LISTED RECORDS

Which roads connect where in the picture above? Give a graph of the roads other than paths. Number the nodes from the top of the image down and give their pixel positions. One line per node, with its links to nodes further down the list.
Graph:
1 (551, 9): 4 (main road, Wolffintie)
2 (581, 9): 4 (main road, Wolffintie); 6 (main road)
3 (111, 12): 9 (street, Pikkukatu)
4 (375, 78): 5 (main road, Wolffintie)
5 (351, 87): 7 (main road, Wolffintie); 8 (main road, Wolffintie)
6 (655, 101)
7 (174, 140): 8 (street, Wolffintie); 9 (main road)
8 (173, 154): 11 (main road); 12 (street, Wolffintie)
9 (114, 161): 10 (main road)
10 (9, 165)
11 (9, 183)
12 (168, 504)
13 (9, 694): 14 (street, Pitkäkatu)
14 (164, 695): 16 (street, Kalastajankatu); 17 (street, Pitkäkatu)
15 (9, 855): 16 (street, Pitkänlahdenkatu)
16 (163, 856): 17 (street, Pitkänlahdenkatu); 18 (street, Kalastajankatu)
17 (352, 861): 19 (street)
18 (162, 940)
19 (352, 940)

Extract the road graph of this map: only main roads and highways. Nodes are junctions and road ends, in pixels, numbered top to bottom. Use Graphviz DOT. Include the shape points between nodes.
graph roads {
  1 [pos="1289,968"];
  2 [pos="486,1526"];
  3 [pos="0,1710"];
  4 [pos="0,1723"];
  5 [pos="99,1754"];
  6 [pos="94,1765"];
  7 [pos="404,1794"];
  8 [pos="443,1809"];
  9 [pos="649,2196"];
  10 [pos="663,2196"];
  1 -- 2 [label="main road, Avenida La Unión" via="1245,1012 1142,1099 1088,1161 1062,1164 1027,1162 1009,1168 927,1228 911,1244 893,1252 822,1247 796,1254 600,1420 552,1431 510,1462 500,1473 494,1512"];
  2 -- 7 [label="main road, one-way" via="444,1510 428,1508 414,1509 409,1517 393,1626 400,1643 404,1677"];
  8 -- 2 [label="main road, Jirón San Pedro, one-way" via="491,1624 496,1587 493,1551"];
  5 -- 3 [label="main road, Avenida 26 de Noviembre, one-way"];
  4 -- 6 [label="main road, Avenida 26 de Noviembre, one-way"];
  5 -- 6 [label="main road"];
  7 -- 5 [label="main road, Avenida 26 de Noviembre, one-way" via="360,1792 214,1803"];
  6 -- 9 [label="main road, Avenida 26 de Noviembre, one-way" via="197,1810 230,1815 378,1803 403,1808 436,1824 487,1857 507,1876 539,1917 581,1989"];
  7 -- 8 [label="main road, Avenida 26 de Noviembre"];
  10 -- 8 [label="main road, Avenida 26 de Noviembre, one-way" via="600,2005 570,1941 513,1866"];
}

WORK INSTRUCTIONS
The records above need to be output again, verbatim.

TASK ANSWER
Which roads connect where in the picture above? Give a graph of the roads other than paths. Number the nodes from the top of the image down and give their pixel positions. One line per node, with its links to nodes further down the list.
Graph:
1 (551, 9): 4 (main road, Wolffintie)
2 (581, 9): 4 (main road, Wolffintie); 6 (main road)
3 (111, 12): 9 (street, Pikkukatu)
4 (375, 78): 5 (main road, Wolffintie)
5 (351, 87): 7 (main road, Wolffintie); 8 (main road, Wolffintie)
6 (655, 101)
7 (174, 140): 8 (street, Wolffintie); 9 (main road)
8 (173, 154): 11 (main road); 12 (street, Wolffintie)
9 (114, 161): 10 (main road)
10 (9, 165)
11 (9, 183)
12 (168, 504)
13 (9, 694): 14 (street, Pitkäkatu)
14 (164, 695): 16 (street, Kalastajankatu); 17 (street, Pitkäkatu)
15 (9, 855): 16 (street, Pitkänlahdenkatu)
16 (163, 856): 17 (street, Pitkänlahdenkatu); 18 (street, Kalastajankatu)
17 (352, 861): 19 (street)
18 (162, 940)
19 (352, 940)

Extract the road graph of this map: only main roads and highways. Nodes are junctions and road ends, in pixels, numbered top to bottom. Use Graphviz DOT. Include the shape points between nodes.
graph roads {
  1 [pos="1289,968"];
  2 [pos="486,1526"];
  3 [pos="0,1710"];
  4 [pos="0,1723"];
  5 [pos="99,1754"];
  6 [pos="94,1765"];
  7 [pos="404,1794"];
  8 [pos="443,1809"];
  9 [pos="649,2196"];
  10 [pos="663,2196"];
  1 -- 2 [label="main road, Avenida La Unión" via="1245,1012 1142,1099 1088,1161 1062,1164 1027,1162 1009,1168 927,1228 911,1244 893,1252 822,1247 796,1254 600,1420 552,1431 510,1462 500,1473 494,1512"];
  2 -- 7 [label="main road, one-way" via="444,1510 428,1508 414,1509 409,1517 393,1626 400,1643 404,1677"];
  8 -- 2 [label="main road, Jirón San Pedro, one-way" via="491,1624 496,1587 493,1551"];
  5 -- 3 [label="main road, Avenida 26 de Noviembre, one-way"];
  4 -- 6 [label="main road, Avenida 26 de Noviembre, one-way"];
  5 -- 6 [label="main road"];
  7 -- 5 [label="main road, Avenida 26 de Noviembre, one-way" via="360,1792 214,1803"];
  6 -- 9 [label="main road, Avenida 26 de Noviembre, one-way" via="197,1810 230,1815 378,1803 403,1808 436,1824 487,1857 507,1876 539,1917 581,1989"];
  7 -- 8 [label="main road, Avenida 26 de Noviembre"];
  10 -- 8 [label="main road, Avenida 26 de Noviembre, one-way" via="600,2005 570,1941 513,1866"];
}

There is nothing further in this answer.